### Source material
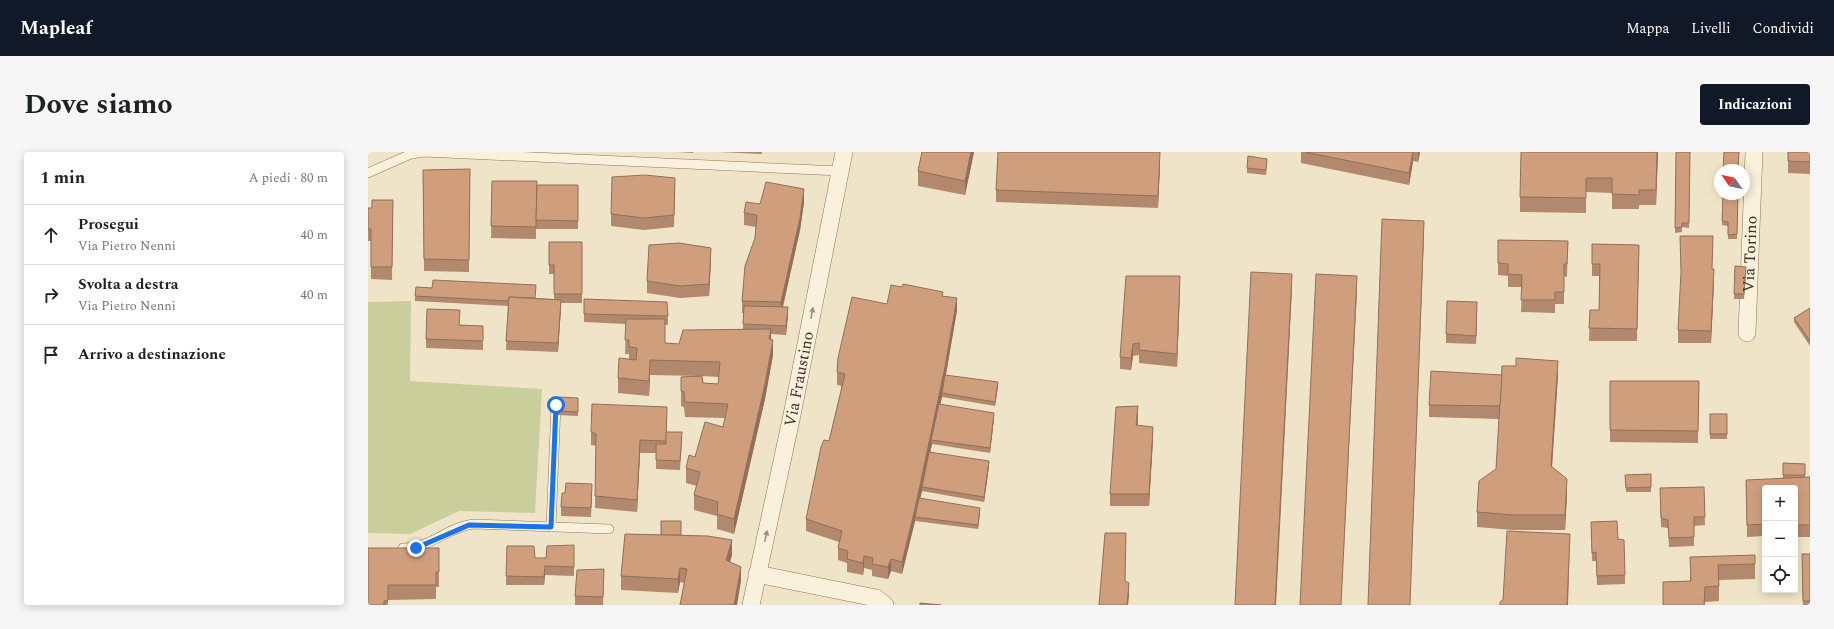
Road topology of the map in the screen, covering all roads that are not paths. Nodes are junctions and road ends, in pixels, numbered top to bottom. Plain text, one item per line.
1 (844, 152) edge
2 (1754, 152) edge
3 (840, 171) junction
4 (368, 173) edge
5 (1747, 332) dead end
6 (556, 405) dead end
7 (551, 527) junction
8 (609, 529) dead end
9 (396, 548) edge
10 (757, 574) junction
11 (751, 605) edge
12 (885, 605) edge

1 - 3 street, Via Fraustino
2 - 5 street, Via Torino
3 - 4 lane
10 -> 3 street, Via Fraustino
6 - 7 lane
7 - 8 lane
7 - 9 lane
10 - 11 street, Via Fraustino
10 - 12 street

### About this task
Pictures do not belong in the copy. Reproduce the rest of the data exactly.

### Output
Road topology of the map in the screen, covering all roads that are not paths. Nodes are junctions and road ends, in pixels, numbered top to bottom. Plain text, one item per line.
1 (844, 152) edge
2 (1754, 152) edge
3 (840, 171) junction
4 (368, 173) edge
5 (1747, 332) dead end
6 (556, 405) dead end
7 (551, 527) junction
8 (609, 529) dead end
9 (396, 548) edge
10 (757, 574) junction
11 (751, 605) edge
12 (885, 605) edge

1 - 3 street, Via Fraustino
2 - 5 street, Via Torino
3 - 4 lane
10 -> 3 street, Via Fraustino
6 - 7 lane
7 - 8 lane
7 - 9 lane
10 - 11 street, Via Fraustino
10 - 12 street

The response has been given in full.